> [Data to process]:
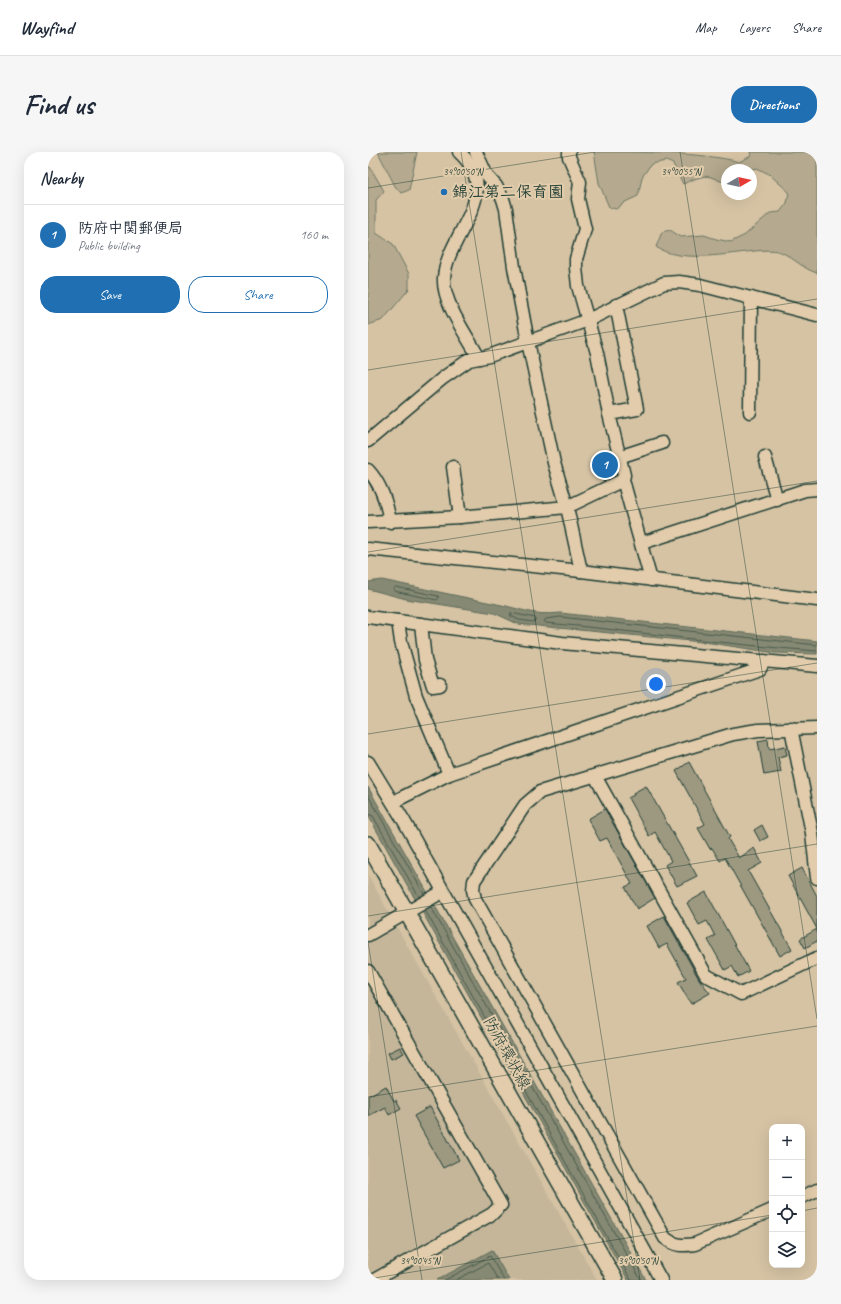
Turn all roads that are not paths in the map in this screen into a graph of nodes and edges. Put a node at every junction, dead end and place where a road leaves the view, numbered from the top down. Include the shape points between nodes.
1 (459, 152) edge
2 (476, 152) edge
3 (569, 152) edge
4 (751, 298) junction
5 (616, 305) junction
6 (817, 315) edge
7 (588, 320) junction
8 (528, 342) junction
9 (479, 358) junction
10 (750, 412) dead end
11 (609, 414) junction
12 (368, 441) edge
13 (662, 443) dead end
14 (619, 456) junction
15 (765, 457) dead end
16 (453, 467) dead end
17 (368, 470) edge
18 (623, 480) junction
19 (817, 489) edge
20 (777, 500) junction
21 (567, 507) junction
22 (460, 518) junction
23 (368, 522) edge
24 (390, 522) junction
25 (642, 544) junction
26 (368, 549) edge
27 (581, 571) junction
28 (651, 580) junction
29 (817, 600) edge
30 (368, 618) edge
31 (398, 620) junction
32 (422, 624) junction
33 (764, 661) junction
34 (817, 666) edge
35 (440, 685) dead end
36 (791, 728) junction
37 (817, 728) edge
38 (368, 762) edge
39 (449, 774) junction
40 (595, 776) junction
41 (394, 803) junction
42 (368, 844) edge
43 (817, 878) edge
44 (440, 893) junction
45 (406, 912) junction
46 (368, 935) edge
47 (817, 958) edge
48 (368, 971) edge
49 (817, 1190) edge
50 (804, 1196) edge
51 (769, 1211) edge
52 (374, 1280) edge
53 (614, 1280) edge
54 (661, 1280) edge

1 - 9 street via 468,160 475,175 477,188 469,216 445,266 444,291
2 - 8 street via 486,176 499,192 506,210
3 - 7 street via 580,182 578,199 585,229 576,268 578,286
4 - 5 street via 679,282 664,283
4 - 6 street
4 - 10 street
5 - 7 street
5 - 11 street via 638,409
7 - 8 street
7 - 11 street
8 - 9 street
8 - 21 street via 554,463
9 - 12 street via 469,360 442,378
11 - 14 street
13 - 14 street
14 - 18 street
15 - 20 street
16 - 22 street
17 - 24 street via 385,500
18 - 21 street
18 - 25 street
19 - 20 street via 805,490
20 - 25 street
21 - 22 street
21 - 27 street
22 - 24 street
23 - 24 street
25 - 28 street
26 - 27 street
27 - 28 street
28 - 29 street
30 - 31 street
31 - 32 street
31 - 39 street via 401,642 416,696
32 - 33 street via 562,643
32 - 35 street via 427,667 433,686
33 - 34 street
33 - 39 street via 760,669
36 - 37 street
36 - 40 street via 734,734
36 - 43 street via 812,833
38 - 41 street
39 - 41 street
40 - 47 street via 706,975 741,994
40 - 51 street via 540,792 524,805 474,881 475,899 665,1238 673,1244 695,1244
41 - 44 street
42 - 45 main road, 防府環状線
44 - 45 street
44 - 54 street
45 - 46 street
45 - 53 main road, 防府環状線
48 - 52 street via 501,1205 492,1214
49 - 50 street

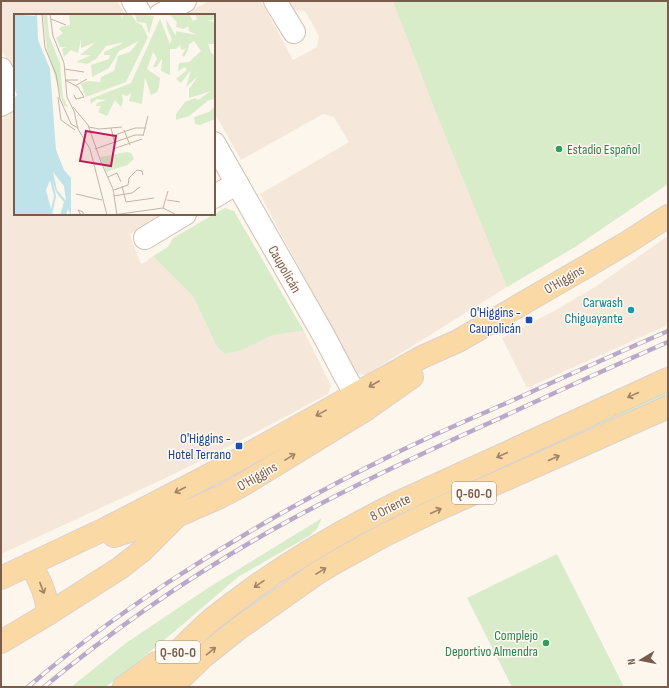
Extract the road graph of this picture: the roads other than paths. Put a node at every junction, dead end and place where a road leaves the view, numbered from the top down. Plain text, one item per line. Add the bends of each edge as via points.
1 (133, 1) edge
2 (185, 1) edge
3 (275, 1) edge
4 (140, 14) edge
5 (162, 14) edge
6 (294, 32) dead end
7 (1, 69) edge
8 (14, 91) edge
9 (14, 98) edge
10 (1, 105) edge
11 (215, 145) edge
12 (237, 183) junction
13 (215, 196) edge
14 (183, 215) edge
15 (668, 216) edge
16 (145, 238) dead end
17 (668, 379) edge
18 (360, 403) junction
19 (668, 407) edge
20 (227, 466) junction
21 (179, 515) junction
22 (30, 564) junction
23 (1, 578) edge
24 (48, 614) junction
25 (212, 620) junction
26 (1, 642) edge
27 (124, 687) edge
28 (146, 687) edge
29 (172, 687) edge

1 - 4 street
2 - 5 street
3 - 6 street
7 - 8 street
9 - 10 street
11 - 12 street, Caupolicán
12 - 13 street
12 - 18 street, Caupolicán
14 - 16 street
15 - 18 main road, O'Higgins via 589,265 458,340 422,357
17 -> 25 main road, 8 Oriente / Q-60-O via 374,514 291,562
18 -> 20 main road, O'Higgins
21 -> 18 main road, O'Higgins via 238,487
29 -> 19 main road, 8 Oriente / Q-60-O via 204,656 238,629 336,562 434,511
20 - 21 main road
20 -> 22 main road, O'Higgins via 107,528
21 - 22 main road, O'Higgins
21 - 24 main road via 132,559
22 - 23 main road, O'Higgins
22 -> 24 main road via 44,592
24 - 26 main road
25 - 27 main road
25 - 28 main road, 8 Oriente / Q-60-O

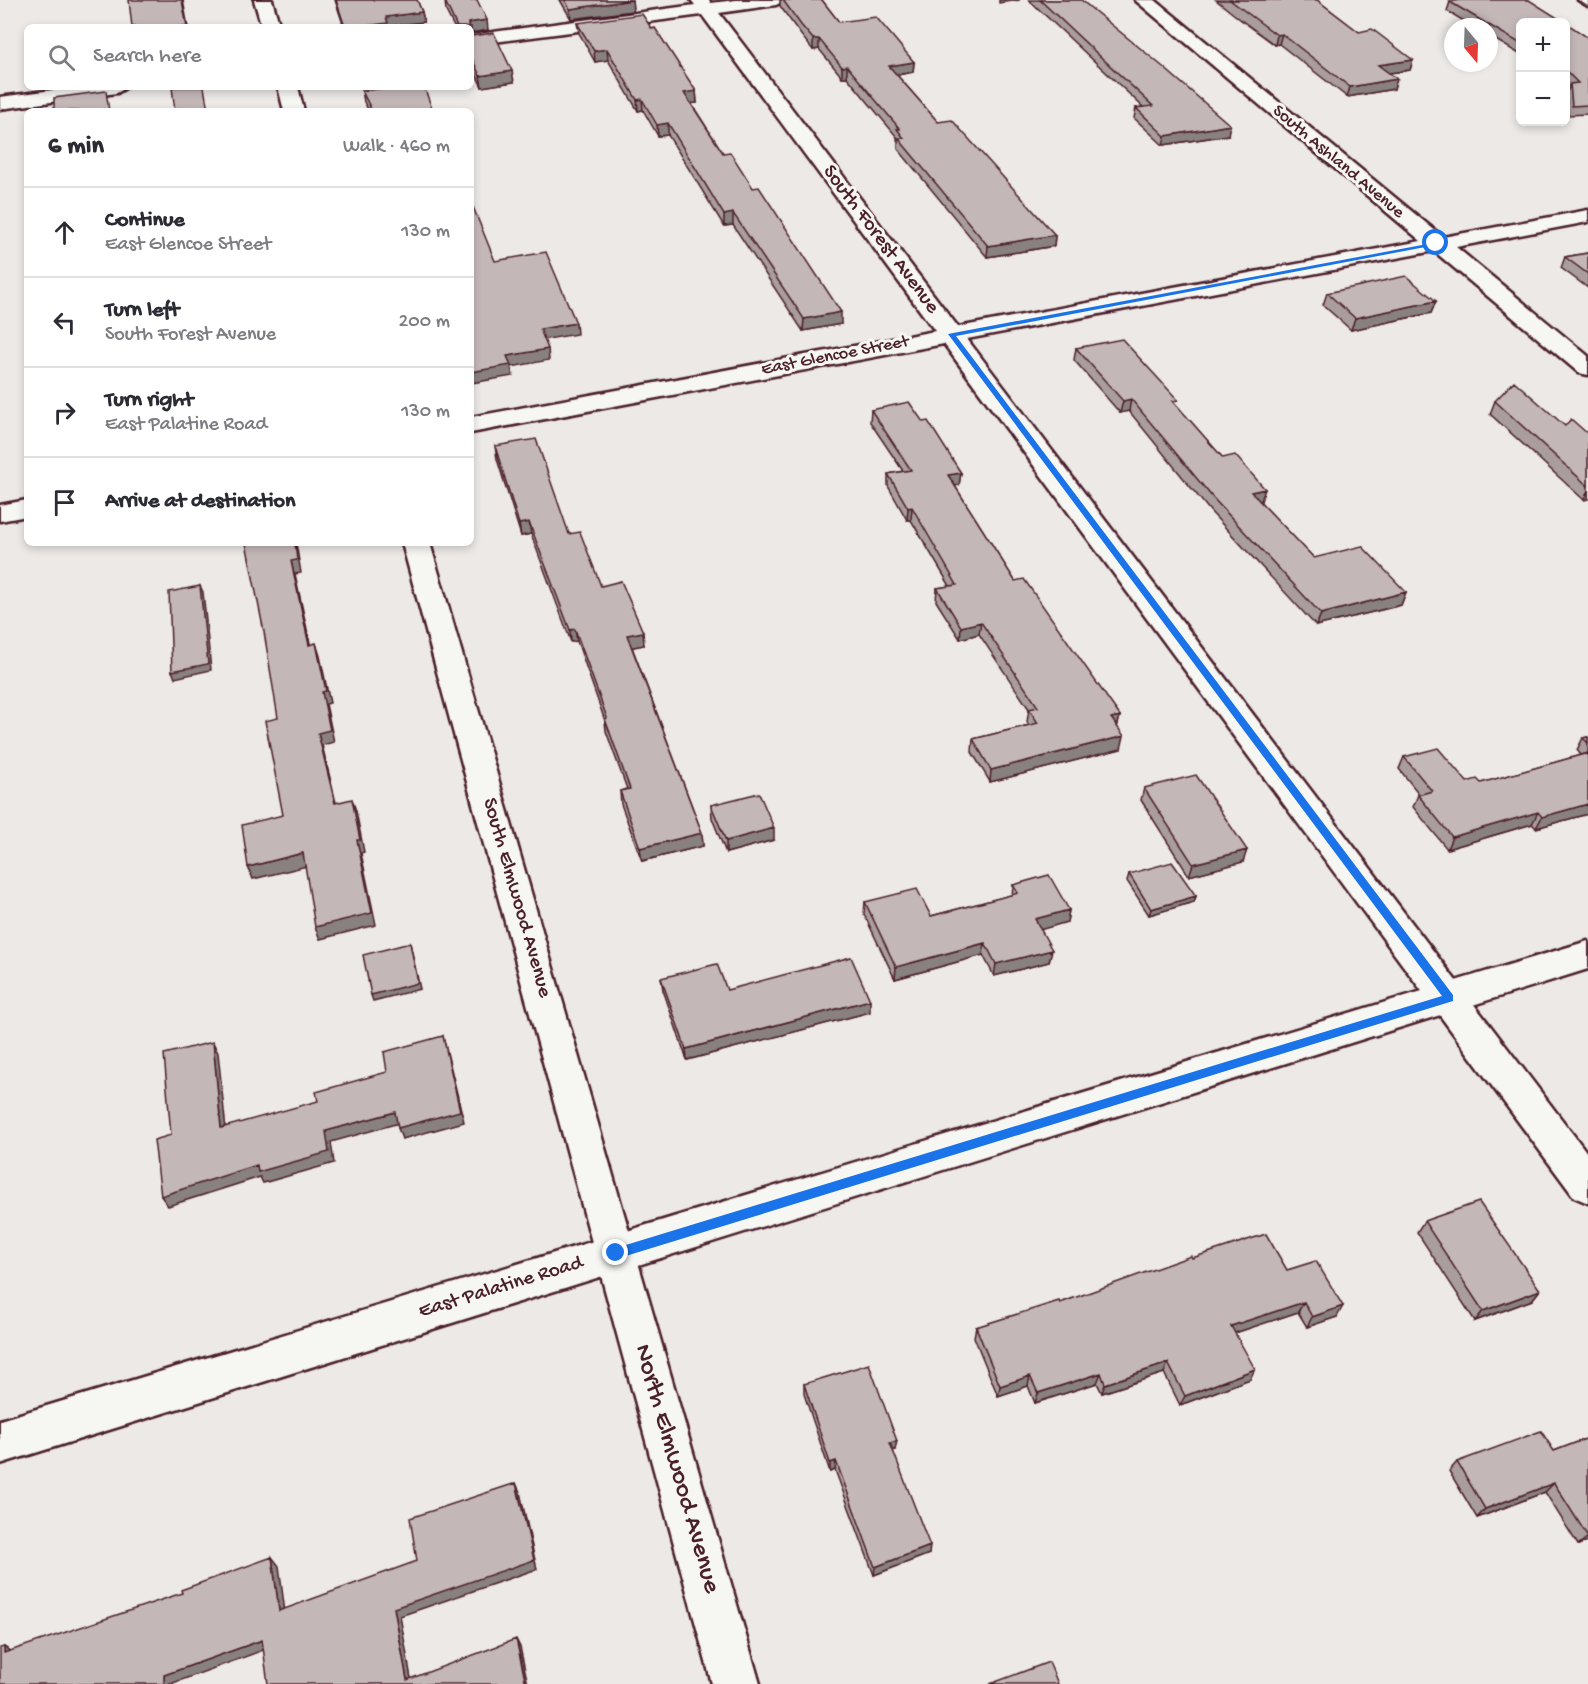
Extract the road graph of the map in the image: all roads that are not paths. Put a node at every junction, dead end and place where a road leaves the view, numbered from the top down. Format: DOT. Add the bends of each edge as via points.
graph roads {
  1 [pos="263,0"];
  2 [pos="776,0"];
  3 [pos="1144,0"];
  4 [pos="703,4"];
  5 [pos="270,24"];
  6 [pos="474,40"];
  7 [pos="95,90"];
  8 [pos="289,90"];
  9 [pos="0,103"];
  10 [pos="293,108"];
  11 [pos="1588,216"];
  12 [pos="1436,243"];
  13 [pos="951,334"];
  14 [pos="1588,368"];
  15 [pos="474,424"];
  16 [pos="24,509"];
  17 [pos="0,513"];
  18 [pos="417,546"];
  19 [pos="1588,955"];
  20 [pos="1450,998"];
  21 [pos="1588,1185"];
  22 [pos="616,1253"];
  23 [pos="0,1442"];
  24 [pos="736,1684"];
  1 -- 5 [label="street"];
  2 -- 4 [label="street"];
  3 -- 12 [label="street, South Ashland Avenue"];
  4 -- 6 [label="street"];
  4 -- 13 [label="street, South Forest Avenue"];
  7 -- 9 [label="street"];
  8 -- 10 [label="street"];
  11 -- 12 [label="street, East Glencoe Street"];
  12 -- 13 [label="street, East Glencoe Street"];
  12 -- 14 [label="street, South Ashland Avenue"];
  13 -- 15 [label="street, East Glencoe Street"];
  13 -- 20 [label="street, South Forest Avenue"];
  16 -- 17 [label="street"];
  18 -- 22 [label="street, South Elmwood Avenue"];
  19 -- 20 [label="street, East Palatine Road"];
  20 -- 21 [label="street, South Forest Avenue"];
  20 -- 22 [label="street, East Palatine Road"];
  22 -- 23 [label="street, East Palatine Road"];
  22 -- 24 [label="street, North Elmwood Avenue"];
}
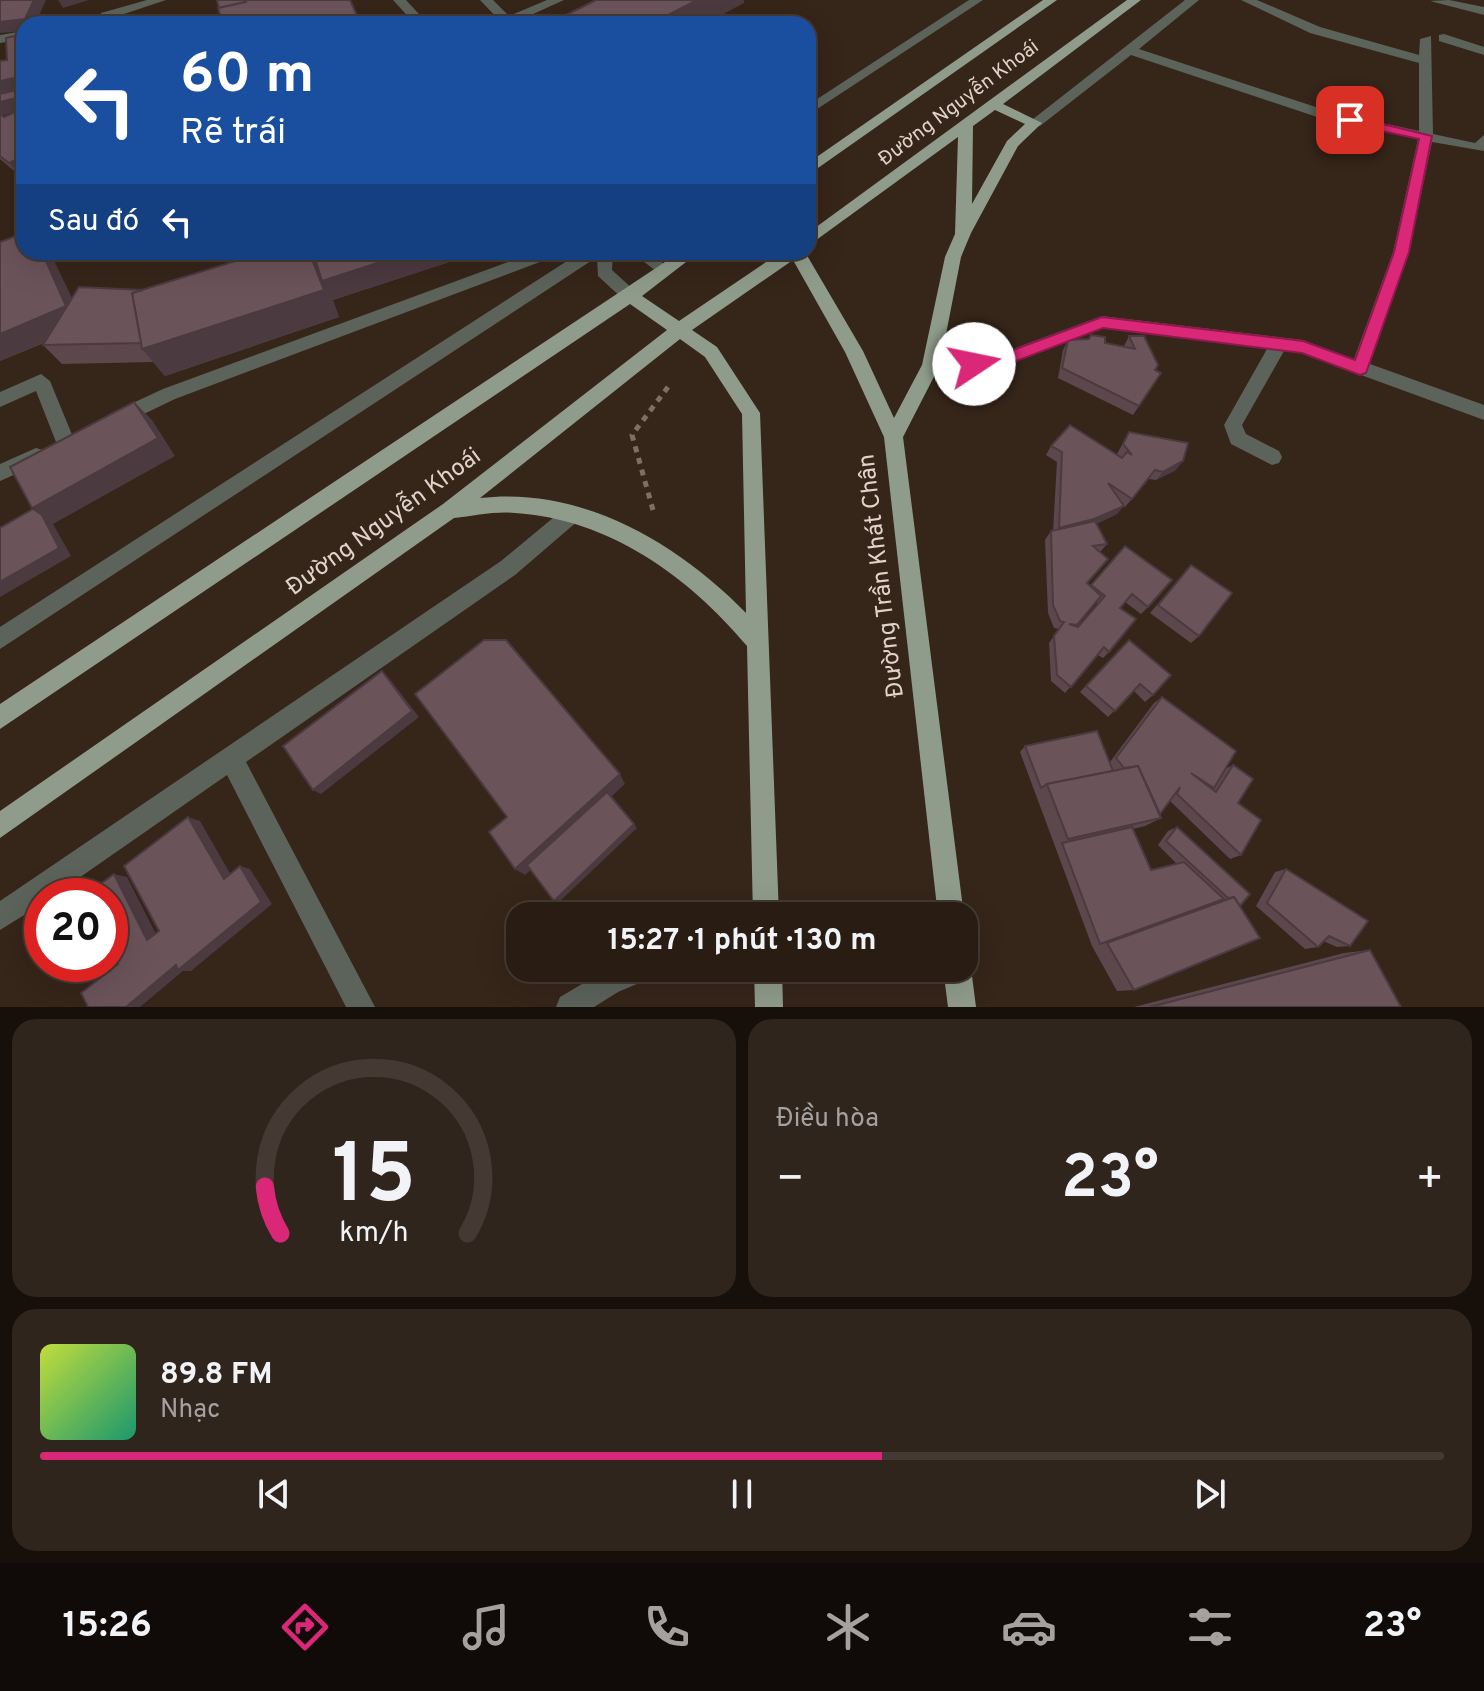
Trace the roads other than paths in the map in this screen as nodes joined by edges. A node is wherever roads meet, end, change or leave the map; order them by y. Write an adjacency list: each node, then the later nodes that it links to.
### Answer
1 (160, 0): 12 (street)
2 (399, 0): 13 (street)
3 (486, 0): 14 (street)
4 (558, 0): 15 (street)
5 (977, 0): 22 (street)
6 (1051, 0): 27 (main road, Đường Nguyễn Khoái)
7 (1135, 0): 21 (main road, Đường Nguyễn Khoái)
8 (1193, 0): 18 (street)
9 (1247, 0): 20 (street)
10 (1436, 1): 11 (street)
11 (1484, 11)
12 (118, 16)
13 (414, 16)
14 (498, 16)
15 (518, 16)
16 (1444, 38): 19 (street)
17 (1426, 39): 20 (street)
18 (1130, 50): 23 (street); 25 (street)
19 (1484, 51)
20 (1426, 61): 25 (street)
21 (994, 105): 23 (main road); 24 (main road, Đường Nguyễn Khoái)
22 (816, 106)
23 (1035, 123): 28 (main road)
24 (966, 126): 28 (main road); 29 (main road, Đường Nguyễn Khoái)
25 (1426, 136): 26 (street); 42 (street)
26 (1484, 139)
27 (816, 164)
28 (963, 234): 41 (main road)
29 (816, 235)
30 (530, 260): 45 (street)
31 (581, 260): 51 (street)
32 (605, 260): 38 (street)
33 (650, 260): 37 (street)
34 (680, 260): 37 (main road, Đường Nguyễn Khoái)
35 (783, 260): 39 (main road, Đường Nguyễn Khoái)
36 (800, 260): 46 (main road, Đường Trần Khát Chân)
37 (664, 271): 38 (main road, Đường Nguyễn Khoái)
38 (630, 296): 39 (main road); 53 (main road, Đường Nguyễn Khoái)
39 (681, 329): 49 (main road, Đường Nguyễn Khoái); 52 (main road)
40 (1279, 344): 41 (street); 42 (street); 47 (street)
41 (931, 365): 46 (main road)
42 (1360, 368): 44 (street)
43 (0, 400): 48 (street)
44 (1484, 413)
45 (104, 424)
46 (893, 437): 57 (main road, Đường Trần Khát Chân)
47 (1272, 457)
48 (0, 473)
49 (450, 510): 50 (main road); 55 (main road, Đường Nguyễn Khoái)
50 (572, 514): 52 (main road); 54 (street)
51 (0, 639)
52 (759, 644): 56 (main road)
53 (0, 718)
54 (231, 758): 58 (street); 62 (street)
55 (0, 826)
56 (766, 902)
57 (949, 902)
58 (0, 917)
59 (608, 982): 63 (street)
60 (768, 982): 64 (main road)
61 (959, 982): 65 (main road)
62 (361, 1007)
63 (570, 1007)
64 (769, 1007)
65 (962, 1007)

> [What is expected]:
Matching lines for the string "nodes": count them across the listing and reply with the number alone.

> [Response below]:
2